Concerns around the actual relationship between Sam Bankman-Fried’s two companies, trading firm Alameda Research and crypto exchange FTX, led the founder to consider shutting Alameda in 2022, a series of unpublished posts revealed in the ongoing court trial show.
“For the past few years, the FUD around Alameda’s relationship with FTX has been too much of a burden to justify its existence,” a post from an unpublished series revealed in the trial show. “This FUD has been largely spread by competitors of FTX, looking to distract from their problems,” Bankman-Fried blamed.
He hoped to continue Alameda as an investment firm and infrastructure developer, but claimed in the posts that Alameda won’t actively trade.
"Going forward, Alameda will continue to not do nefarious trading activity on FTX, because it won’t do any trades on FTX. Or anywhere else,” he wrote at the time.
Bankman-Fried’s Alameda was once one of the most influential trading companies that provided billions of dollars in liquidity and investments to tokens and crypto firms. But it drew widespread rumors (which are now allegedly true) that it traded against FTX clients and had unfair advantages.

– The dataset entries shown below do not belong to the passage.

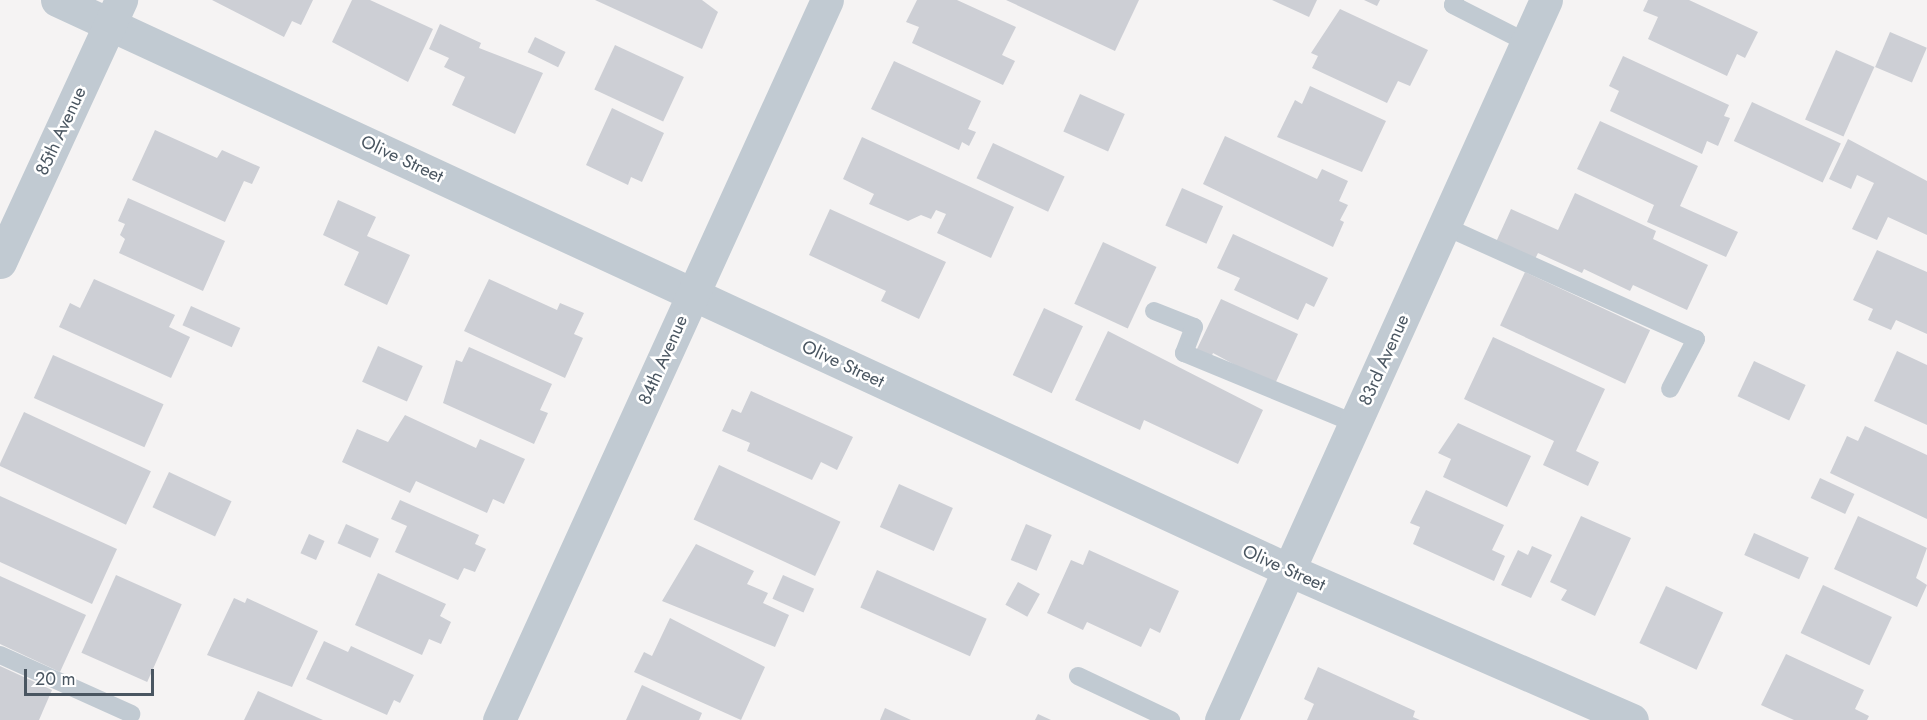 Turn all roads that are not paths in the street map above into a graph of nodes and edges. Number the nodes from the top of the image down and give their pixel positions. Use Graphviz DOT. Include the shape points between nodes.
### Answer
graph roads {
  1 [pos="57,0"];
  2 [pos="827,0"];
  3 [pos="1455,0"];
  4 [pos="1546,0"];
  5 [pos="116,11"];
  6 [pos="1526,42"];
  7 [pos="1444,226"];
  8 [pos="0,262"];
  9 [pos="693,294"];
  10 [pos="1154,311"];
  11 [pos="1670,389"];
  12 [pos="1356,424"];
  13 [pos="1291,572"];
  14 [pos="0,655"];
  15 [pos="1078,676"];
  16 [pos="130,714"];
  17 [pos="499,720"];
  18 [pos="1171,720"];
  19 [pos="1221,720"];
  20 [pos="1632,720"];
  1 -- 5 [label="street, Olive Street"];
  2 -- 9 [label="street, 84th Avenue"];
  3 -- 6 [label="lane" via="1453,5"];
  4 -- 6 [label="street, 83rd Avenue"];
  5 -- 8 [label="street, 85th Avenue"];
  5 -- 9 [label="street, Olive Street"];
  6 -- 7 [label="street, 83rd Avenue"];
  7 -- 11 [label="lane" via="1696,339"];
  7 -- 12 [label="street, 83rd Avenue"];
  9 -- 13 [label="street, Olive Street"];
  9 -- 17 [label="street, 84th Avenue"];
  10 -- 12 [label="lane" via="1194,327 1184,353"];
  12 -- 13 [label="street, 83rd Avenue"];
  13 -- 19 [label="street, 83rd Avenue"];
  13 -- 20 [label="street, Olive Street"];
  14 -- 16 [label="lane"];
  15 -- 18 [label="lane"];
} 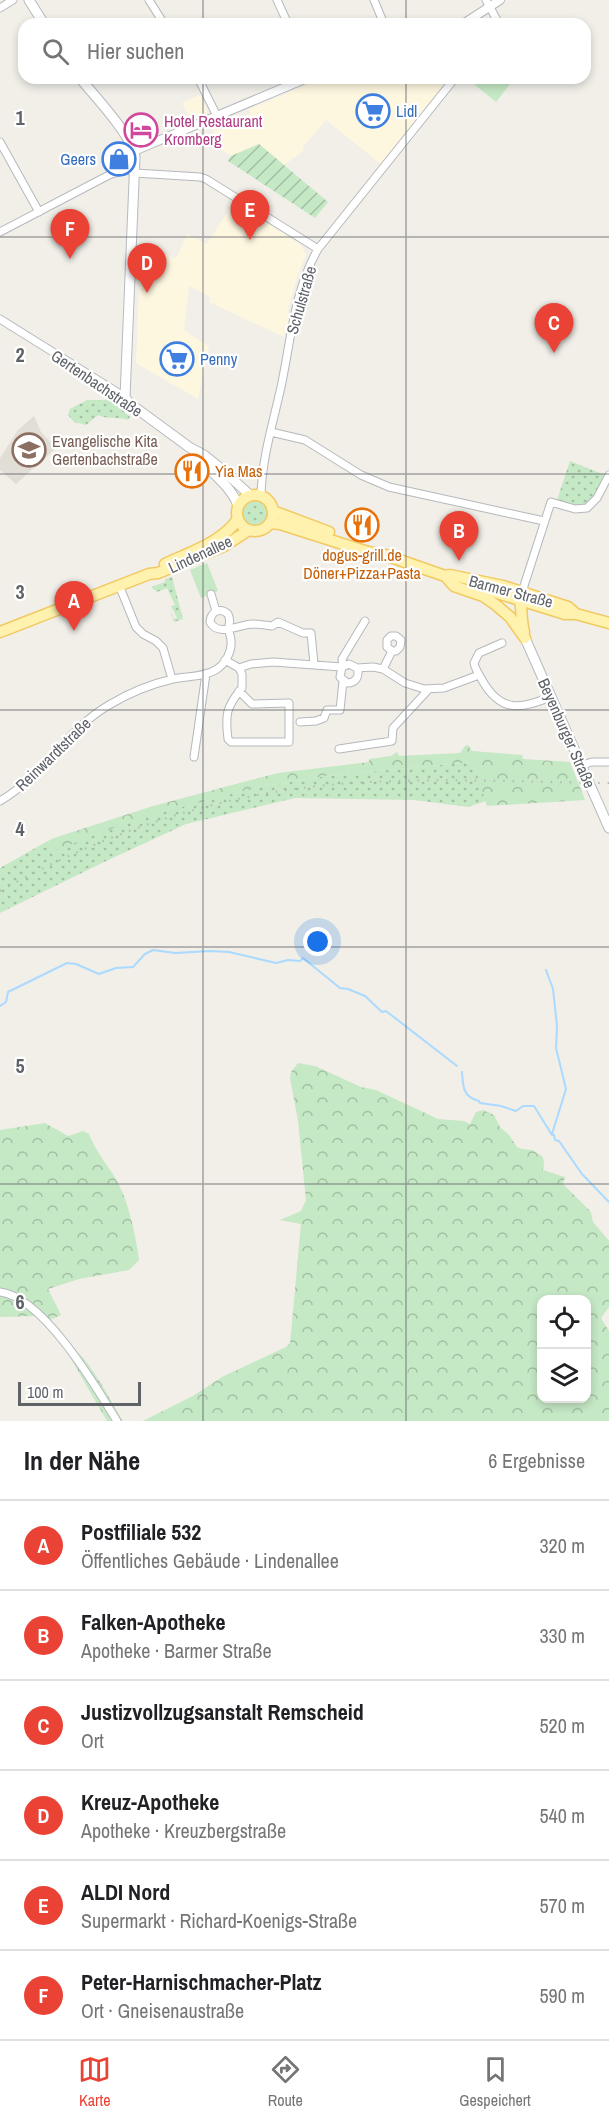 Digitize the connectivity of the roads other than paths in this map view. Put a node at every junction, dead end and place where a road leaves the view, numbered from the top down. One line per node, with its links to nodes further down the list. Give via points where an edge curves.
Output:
1 (13, 0): 8 (street)
2 (29, 0): 9 (main road)
3 (149, 0): 10 (street)
4 (277, 0): 11 (street)
5 (374, 0): 12 (street)
6 (500, 0): 7 (street)
7 (488, 3): 13 (street); 14 (street)
8 (0, 8)
9 (40, 18)
10 (160, 18)
11 (285, 18)
12 (382, 18)
13 (470, 18)
14 (496, 18)
15 (85, 84): 21 (main road)
16 (201, 84): 19 (street)
17 (294, 84): 19 (street)
18 (450, 84): 25 (street, Schulstraße)
19 (218, 118): 21 (street)
20 (0, 142): 23 (street)
21 (134, 151): 22 (main road)
22 (135, 171): 23 (street, via 109,175); 25 (street, via 206,179); 27 (main road)
23 (39, 212): 24 (street)
24 (0, 232)
25 (318, 249): 28 (street, Schulstraße, via 299,296)
26 (0, 319): 27 (street, Gertenbachstraße)
27 (125, 397): 29 (main road, Gertenbachstraße)
28 (271, 432): 31 (street, Schulstraße); 35 (street, via 304,440 361,476 389,487)
29 (193, 450): 31 (main road, Gertenbachstraße); 32 (main road, Gertenbachstraße)
30 (609, 475): 35 (street, via 587,508 550,502)
31 (255, 495): 32 (main road); 33 (main road, via 270,503)
32 (238, 505): 34 (main road)
33 (273, 511): 36 (main road); 38 (main road, Barmer Straße)
34 (238, 519): 37 (main road); 39 (main road, Lindenallee, via 220,537)
35 (544, 521): 43 (street)
36 (270, 523): 37 (main road, via 259,530); 38 (main road, Barmer Straße)
37 (249, 530): 39 (main road, Lindenallee, via 217,550)
38 (385, 555): 40 (main road, Barmer Straße)
39 (149, 574): 41 (main road, Lindenallee)
40 (447, 578): 43 (main road, Barmer Straße); 46 (main road, via 454,586 483,596)
41 (119, 585): 49 (main road, Lindenallee); 61 (street, via 136,627 163,648)
42 (211, 594): 44 (street)
43 (521, 596): 46 (main road, via 513,609); 47 (main road, Barmer Straße, via 568,607 576,614); 50 (main road)
44 (216, 611): 48 (street, via 228,614); 48 (street, via 211,618 212,626 220,630)
45 (366, 621): 55 (street, via 342,659)
46 (515, 624): 50 (main road)
47 (609, 624)
48 (229, 628): 53 (street, via 231,648); 54 (street, via 272,626 278,622 310,633)
49 (0, 632)
50 (525, 638): 65 (main road, Beyenburger Straße)
51 (502, 643): 60 (street, via 478,653 474,663)
52 (392, 651): 58 (street)
53 (225, 660): 56 (street); 59 (street, Reinwardtstraße, via 218,669)
54 (314, 664): 55 (street); 56 (street, via 272,662)
55 (342, 666): 57 (street, via 352,664); 62 (street)
56 (239, 668): 64 (street)
57 (357, 668): 58 (street); 62 (street, via 356,680)
58 (383, 669): 63 (street, via 413,687)
59 (206, 674): 61 (street, Reinwardtstraße); 68 (street)
60 (479, 675): 63 (street, via 444,688); 65 (street, via 492,696 508,705 529,705)
61 (172, 679): 71 (street, Reinwardtstraße, via 135,692 91,717 69,735 32,778)
62 (343, 681): 66 (street, via 340,710 327,710 324,718)
63 (429, 689): 67 (street, via 393,728 392,741)
64 (239, 691): 64 (street, via 227,712 228,739 290,742 289,703 252,704)
65 (550, 697): 70 (main road, Beyenburger Straße)
66 (300, 722)
67 (339, 749)
68 (194, 757)
69 (609, 762): 70 (street)
70 (582, 765): 72 (main road, Beyenburger Straße)
71 (0, 801)
72 (609, 828)
73 (0, 1292): 74 (street, via 20,1300 46,1320)
74 (117, 1421) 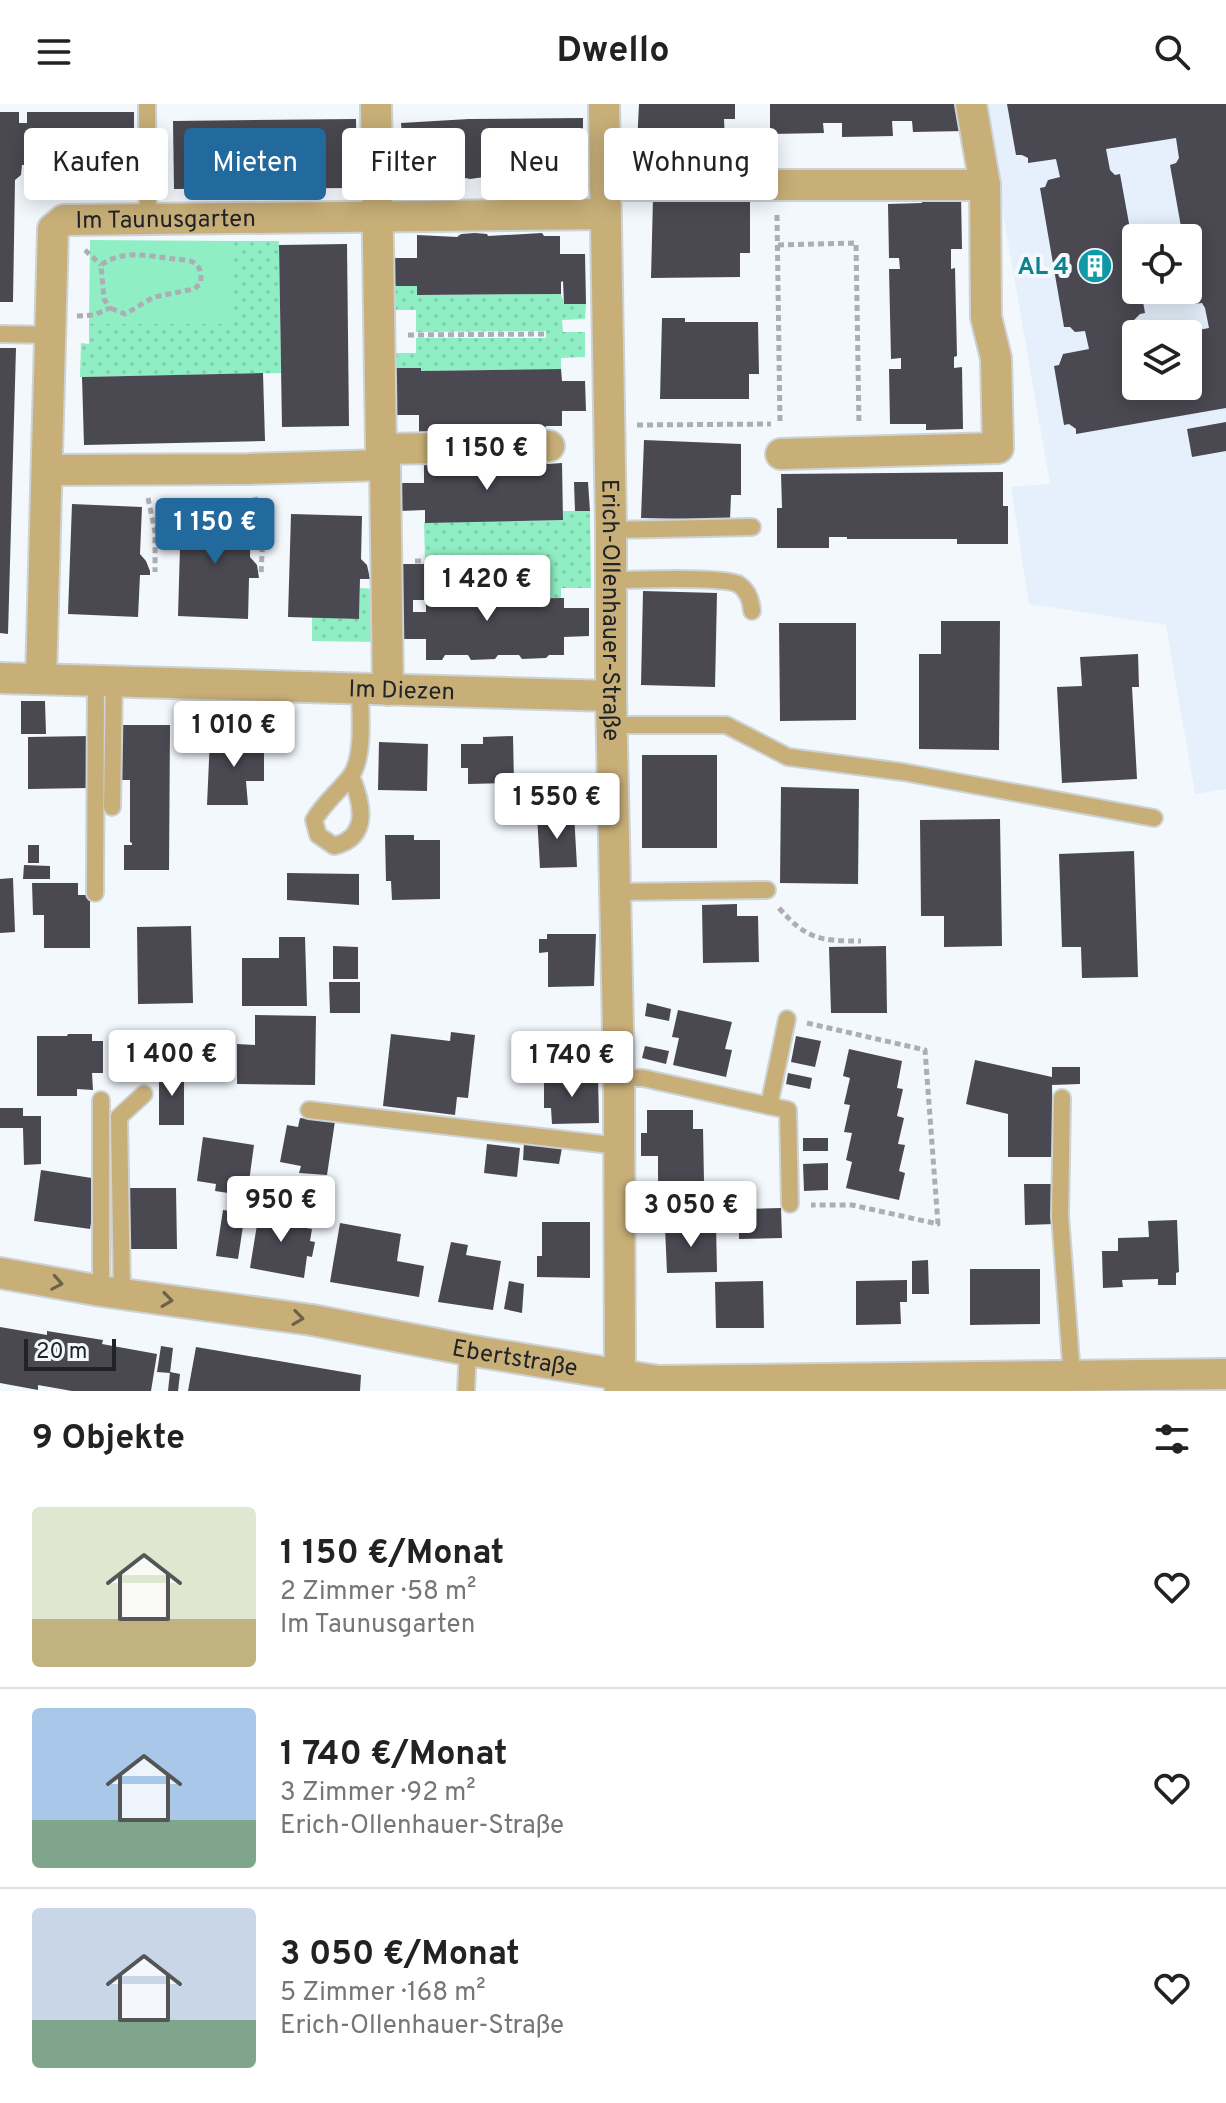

The house of cards finally fell after CoinDesk broke news about FTT, FTX’s own tokens, making up the majority of Alameda’s balance sheet. This meant investments were valued at more than their actual worth and that any borrowed money was effectively a bad loan.
Alameda co-founder Caroline Ellison has since testified that the business knowingly manipulated its balance sheet to look “less risky to investors” and that billions of dollars in FTX customer funds were borrowed by Alameda on Bankman-Fried’s instructions.